As passed, SB 2045 turns several currently legal activities into serious felonies with no rationale accept an apparent desire to placate the radical feminist organizations Girlfest and the Pacific Alliance to Stop Slavery.

Operating a strip club may now become a class B felony if anyone is “enticed” to work there.  I have corresponded with one legislator (an attorney) who upon reading the final version of the bill I forwarded to him seems to agree with my conclusion. He also admitted he was unaware of the bill, as I think most members were who voted it through in the final hours of the session without reading or understanding its implications.

How did this happen?  Several years ago the legislature created the Hawaii Anti-Trafficking Task Force (HATTF). Included were various law enforcement agencies, some social service providers, and for no clear reason “Girlfest”.

Meanwhile the only organization that had much experience dealing with people in the sex industries, Sisters Offering Support, dropped out early on and was not replaced. This is despite the fact that there are several first rate agencies in Hawaii with just the right kind of experience that would have been helpful. Anyone of the Life Foundation, The Chow Project, The Youth Outreach Project, or Kulia Na Mamo could have provided input from experienced outreach workers. Good ideas could have come out of the task force if the good people left out had instead been included.

In 2009 the Pacific Alliance to Stop Slavery came into being to save women from prostitution. Much of their time seems to have instead been spent on an anti-prostitution public relations campaign and in lobbying for the passage of anti-prostitution legislation. As with Girlfest their claims at any real expertise in the topics they have presented are subject to dispute.

In the 2010 session SB 2045 appeared. It was not supported by the HATTF. It was actively opposed in both house and senate by law enforcement.  The attorney general’s office had seventeen pages of testimony opposed to the bill in the original Senate version.  I have repeatedly suggested to legislators that professionals from the health and outreach community should have input into this discussion. Who had input into drafting the flawed second and final versions is not known.
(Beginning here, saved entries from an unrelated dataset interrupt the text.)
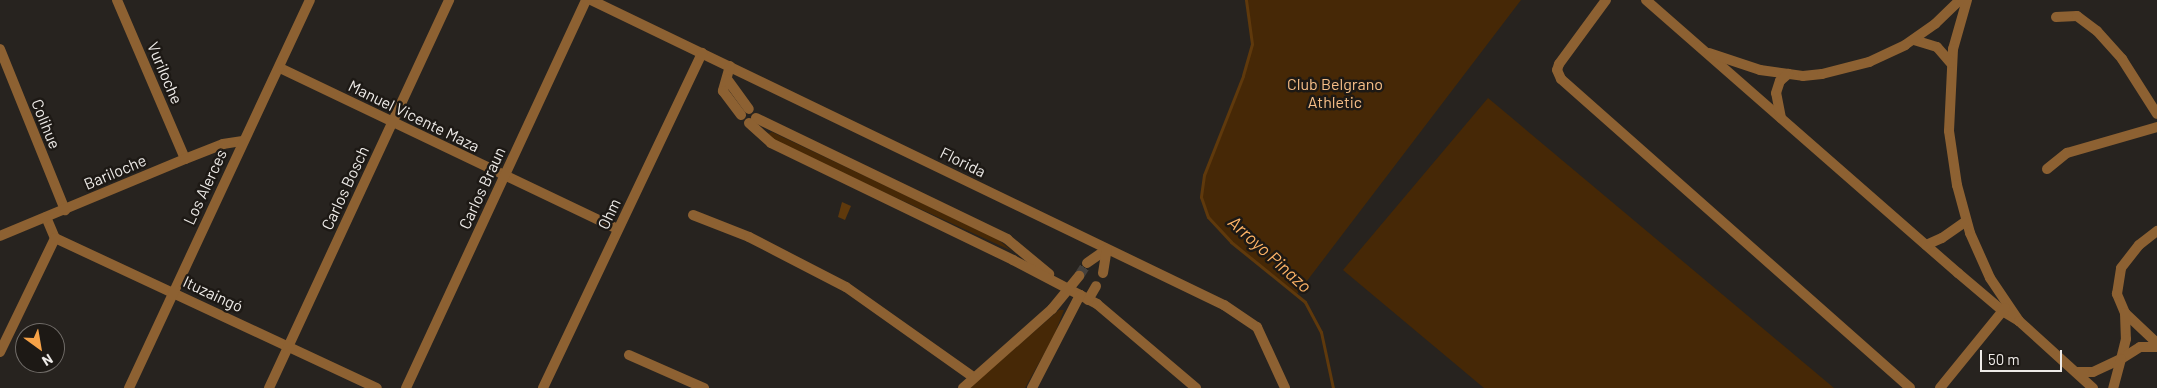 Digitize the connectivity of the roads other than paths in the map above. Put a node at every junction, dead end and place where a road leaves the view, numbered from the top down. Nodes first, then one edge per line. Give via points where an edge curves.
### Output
1 (117, 0) edge
2 (310, 0) edge
3 (449, 0) edge
4 (586, 0) edge
5 (591, 0) edge
6 (1606, 0) edge
7 (1646, 0) edge
8 (1960, 0) edge
9 (1968, 0) edge
10 (2056, 16) dead end
11 (1914, 40) junction
12 (0, 49) edge
13 (1703, 51) junction
14 (702, 53) junction
15 (1951, 63) junction
16 (730, 66) junction
17 (280, 68) junction
18 (1788, 74) junction
19 (745, 112) dead end
20 (2157, 114) edge
21 (1781, 118) junction
22 (392, 122) junction
23 (769, 126) junction
24 (2157, 127) edge
25 (762, 138) junction
26 (243, 141) junction
27 (185, 159) junction
28 (2047, 169) dead end
29 (505, 176) junction
30 (65, 210) junction
31 (694, 215) dead end
32 (46, 217) junction
33 (1966, 221) junction
34 (618, 229) junction
35 (2157, 231) edge
36 (0, 236) edge
37 (55, 238) junction
38 (1926, 245) junction
39 (1107, 249) junction
40 (1087, 263) tunnel mouth
41 (1103, 273) dead end
42 (1080, 276) tunnel mouth
43 (1096, 286) dead end
44 (1067, 288) junction
45 (173, 292) junction
46 (1084, 298) junction
47 (2005, 308) junction
48 (2125, 313) junction
49 (2157, 345) edge
50 (289, 346) junction
51 (0, 352) edge
52 (628, 355) dead end
53 (2121, 359) junction
54 (2076, 372) junction
55 (973, 377) junction
56 (129, 388) edge
57 (269, 388) edge
58 (377, 388) edge
59 (406, 388) edge
60 (543, 388) edge
61 (704, 388) edge
62 (963, 388) edge
63 (1032, 388) edge
64 (1196, 388) edge
65 (1285, 388) edge
66 (1910, 388) edge
67 (1940, 388) edge
68 (2093, 388) edge
69 (2113, 388) edge

1 - 27 street, Vuriloche
2 - 17 street, Los Alerces
3 - 22 street, Carlos Bosch
4 - 29 street, Carlos Braun
5 - 14 street, Florida
6 - 66 street via 1559,64 1557,70 1561,79
7 - 13 street
8 - 11 street
9 - 15 street
10 - 20 street via 2077,16 2097,31 2134,75
11 - 15 street via 1937,47
11 - 18 street via 1888,54 1846,69 1822,74
12 - 30 street, Colihue
13 - 18 street via 1760,70
13 - 21 street
14 - 16 street, Florida
14 - 34 street, Ohm
15 - 33 street via 1952,157
16 - 19 street via 723,91
16 - 39 street, Florida
17 - 22 street, Manuel Vicente Maza
17 - 26 street, Los Alerces
18 - 21 street via 1780,81 1776,93
21 - 38 street
22 - 29 street, Manuel Vicente Maza
22 - 50 street, Carlos Bosch
23 - 25 street
23 - 25 street via 753,121
23 - 44 street via 1007,239
24 - 28 street via 2067,153
25 - 44 street
26 - 27 street, Bariloche via 223,144
26 - 45 street, Los Alerces
27 - 30 street, Bariloche
29 - 34 street, Manuel Vicente Maza
29 - 59 street, Carlos Braun
30 - 32 street, Bariloche
31 - 55 street via 757,241 846,287
32 - 36 street, Bariloche
32 - 37 street
33 - 38 street
33 - 47 street
34 - 60 street, Ohm
35 - 48 street via 2139,245 2121,268 2117,294
37 - 45 street, Ituzaingó
37 - 51 street
38 - 47 street
39 - 40 street
39 - 41 street
39 - 65 street, Florida via 1224,305 1251,322 1268,346
42 - 44 street
43 - 46 street
44 - 46 street
44 - 55 street
45 - 50 street, Ituzaingó
45 - 56 street, Los Alerces
46 - 63 street
46 - 64 street via 1138,336
47 - 54 street
47 - 67 street
48 - 49 street
48 - 53 street via 2126,339
49 - 53 street via 2140,347
50 - 57 street, Carlos Bosch
50 - 58 street, Ituzaingó
52 - 61 street
53 - 54 street via 2093,372
53 - 69 street
54 - 68 street
55 - 62 street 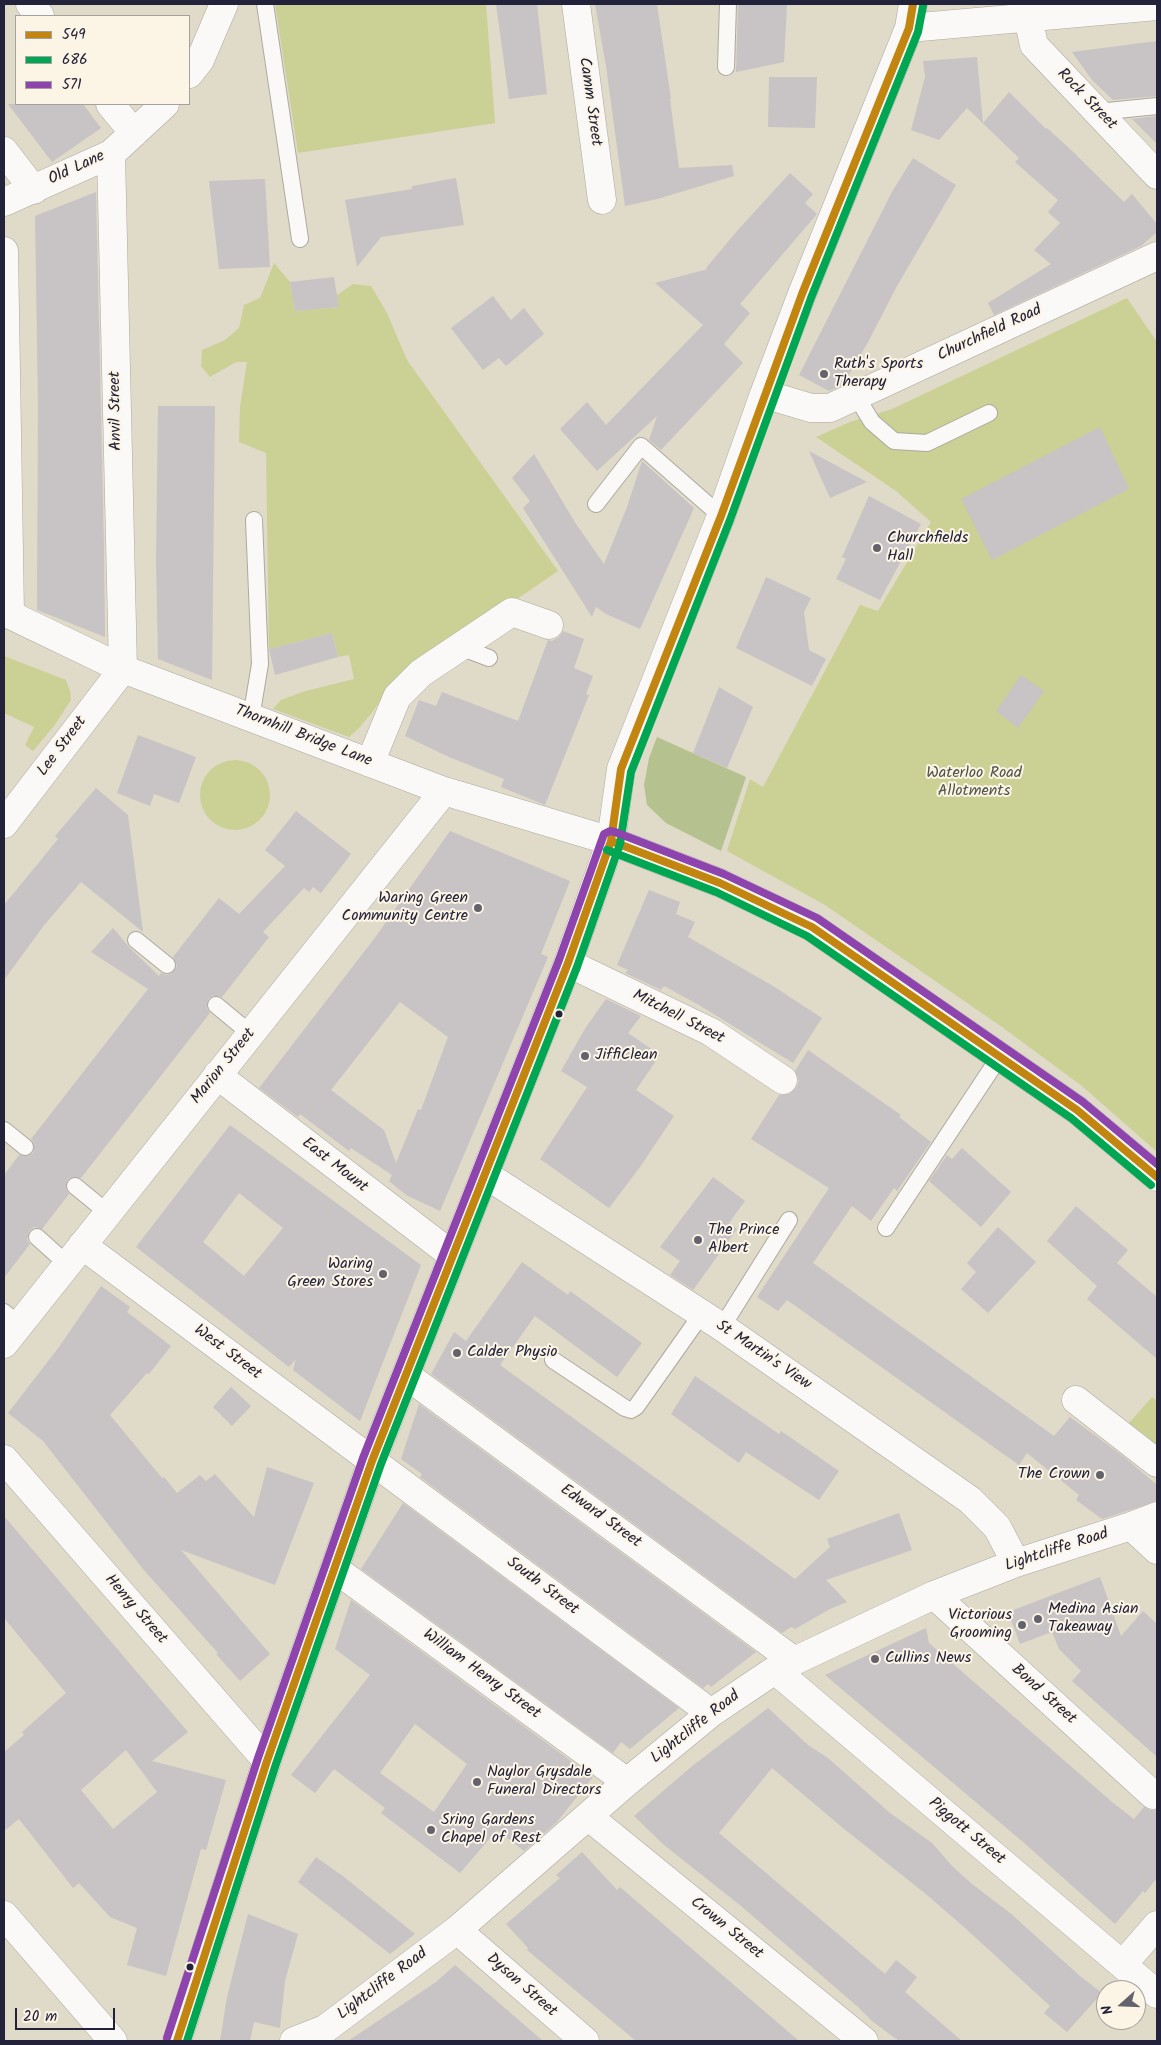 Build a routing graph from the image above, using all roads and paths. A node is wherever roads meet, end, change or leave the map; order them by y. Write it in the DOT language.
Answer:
graph roads {
  1 [pos="30,4"];
  2 [pos="224,4"];
  3 [pos="265,4"];
  4 [pos="576,4"];
  5 [pos="728,4"];
  6 [pos="1157,6"];
  7 [pos="1086,8"];
  8 [pos="39,15"];
  9 [pos="911,16"];
  10 [pos="1028,17"];
  11 [pos="726,68"];
  12 [pos="190,73"];
  13 [pos="111,105"];
  14 [pos="164,105"];
  15 [pos="1157,106"];
  16 [pos="1098,112"];
  17 [pos="134,133"];
  18 [pos="4,151"];
  19 [pos="111,154"];
  20 [pos="1157,175"];
  21 [pos="34,190"];
  22 [pos="602,200"];
  23 [pos="4,202"];
  24 [pos="300,239"];
  25 [pos="4,251"];
  26 [pos="1157,256"];
  27 [pos="764,394"];
  28 [pos="856,396"];
  29 [pos="989,413"];
  30 [pos="596,504"];
  31 [pos="721,516"];
  32 [pos="254,520"];
  33 [pos="7,613"];
  34 [pos="549,624"];
  35 [pos="460,647"];
  36 [pos="490,658"];
  37 [pos="123,669"];
  38 [pos="251,718"];
  39 [pos="370,763"];
  40 [pos="444,791"];
  41 [pos="4,824"];
  42 [pos="610,841"];
  43 [pos="136,940"];
  44 [pos="568,963"];
  45 [pos="167,965"];
  46 [pos="216,1005"];
  47 [pos="251,1034"];
  48 [pos="1000,1056"];
  49 [pos="217,1076"];
  50 [pos="783,1080"];
  51 [pos="4,1130"];
  52 [pos="25,1147"];
  53 [pos="486,1175"];
  54 [pos="1157,1177"];
  55 [pos="75,1186"];
  56 [pos="108,1213"];
  57 [pos="789,1220"];
  58 [pos="886,1228"];
  59 [pos="36,1237"];
  60 [pos="75,1255"];
  61 [pos="452,1255"];
  62 [pos="712,1321"];
  63 [pos="9,1327"];
  64 [pos="553,1360"];
  65 [pos="406,1374"];
  66 [pos="1076,1400"];
  67 [pos="4,1459"];
  68 [pos="372,1461"];
  69 [pos="1157,1463"];
  70 [pos="1157,1516"];
  71 [pos="1131,1526"];
  72 [pos="1157,1550"];
  73 [pos="1016,1563"];
  74 [pos="335,1569"];
  75 [pos="934,1595"];
  76 [pos="784,1665"];
  77 [pos="711,1713"];
  78 [pos="267,1761"];
  79 [pos="627,1782"];
  80 [pos="1153,1795"];
  81 [pos="588,1817"];
  82 [pos="4,1915"];
  83 [pos="1157,1925"];
  84 [pos="458,1930"];
  85 [pos="1123,1964"];
  86 [pos="1157,1994"];
  87 [pos="332,2035"];
  88 [pos="113,2041"];
  89 [pos="176,2041"];
  90 [pos="294,2041"];
  91 [pos="584,2041"];
  92 [pos="864,2041"];
  1 -- 8 [label="street"];
  2 -- 12 [label="street"];
  3 -- 24 [label="lane"];
  4 -- 22 [label="street, Camm Street"];
  5 -- 11 [label="lane"];
  6 -- 7 [label="street"];
  7 -- 10 [label="street"];
  9 -- 10 [label="street"];
  9 -- 27 [label="street"];
  10 -- 16 [label="street, Rock Street"];
  13 -- 17 [label="street"];
  14 -- 17 [label="street, Old Lane"];
  15 -- 16 [label="lane"];
  16 -- 20 [label="street, Rock Street"];
  17 -- 19 [label="street, Old Lane"];
  18 -- 21 [label="street"];
  19 -- 21 [label="street, Old Lane"];
  19 -- 37 [label="street, Anvil Street"];
  21 -- 23 [label="street, Old Lane"];
  25 -- 33 [label="street"];
  26 -- 28 [label="street, Churchfield Road"];
  27 -- 28 [label="street, Churchfield Road"];
  27 -- 31 [label="street"];
  28 -- 29 [label="lane"];
  30 -- 31 [label="lane"];
  31 -- 42 [label="street"];
  32 -- 38 [label="lane"];
  33 -- 37 [label="street, Thornhill Bridge Lane"];
  34 -- 35 [label="street"];
  35 -- 36 [label="lane"];
  35 -- 39 [label="street"];
  37 -- 38 [label="street, Thornhill Bridge Lane"];
  37 -- 41 [label="street, Lee Street"];
  38 -- 39 [label="street, Thornhill Bridge Lane"];
  39 -- 40 [label="street, Thornhill Bridge Lane"];
  40 -- 42 [label="street, Thornhill Bridge Lane"];
  40 -- 47 [label="street, Marion Street"];
  42 -- 44 [label="street"];
  42 -- 48 [label="street, Thornhill Bridge Lane"];
  43 -- 45 [label="lane"];
  44 -- 50 [label="street, Mitchell Street"];
  44 -- 53 [label="street"];
  46 -- 47 [label="lane"];
  47 -- 49 [label="street, Marion Street"];
  48 -- 54 [label="street, Thornhill Bridge Lane"];
  48 -- 58 [label="lane"];
  49 -- 56 [label="street, Marion Street"];
  49 -- 61 [label="street, East Mount"];
  51 -- 52 [label="lane"];
  53 -- 61 [label="street"];
  53 -- 62 [label="street, St Martin's View"];
  55 -- 56 [label="lane"];
  56 -- 60 [label="street, Marion Street"];
  57 -- 62 [label="lane"];
  59 -- 60 [label="lane"];
  60 -- 63 [label="street, Marion Street"];
  60 -- 68 [label="street, West Street"];
  61 -- 65 [label="street"];
  62 -- 64 [label="lane"];
  62 -- 73 [label="street, St Martin's View"];
  65 -- 68 [label="street"];
  65 -- 76 [label="street, Edward Street"];
  66 -- 69 [label="street"];
  67 -- 78 [label="street, Henry Street"];
  68 -- 74 [label="street"];
  68 -- 77 [label="street, South Street"];
  70 -- 71 [label="street, Lightcliffe Road"];
  71 -- 72 [label="street"];
  71 -- 73 [label="street, Lightcliffe Road"];
  73 -- 75 [label="street, Lightcliffe Road"];
  74 -- 78 [label="street"];
  74 -- 79 [label="street, William Henry Street"];
  75 -- 76 [label="street, Lightcliffe Road"];
  75 -- 80 [label="street, Bond Street"];
  76 -- 77 [label="street, Lightcliffe Road"];
  76 -- 85 [label="street, Piggott Street"];
  77 -- 79 [label="street, Lightcliffe Road"];
  78 -- 89 [label="street"];
  79 -- 81 [label="street, Lightcliffe Road"];
  81 -- 84 [label="street, Lightcliffe Road"];
  81 -- 92 [label="street, Crown Street"];
  82 -- 88 [label="street"];
  83 -- 85 [label="street"];
  84 -- 87 [label="street, Lightcliffe Road"];
  84 -- 91 [label="street, Dyson Street"];
  85 -- 86 [label="street, Piggott Street"];
  87 -- 90 [label="street, Lightcliffe Road"];
}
The version of the bill that passed on the last day of the session was not subject to a public hearing. It is not clear who in the offices of the respective judiciary chairs actually put this thing together.

I have been told that groups of black shirted teens from “Girlfest” attended the conference hearings on a daily basis to pressure legislators to pass an anti-trafficking bill. In my admittedly bias observation none of these young women knows much about the issues involved.

Unfortunately their pestering seems to have carried more weight with conferees than the collective wisdom of law enforcement, the professional outreach community, and anyone else who actually knows something about these matters.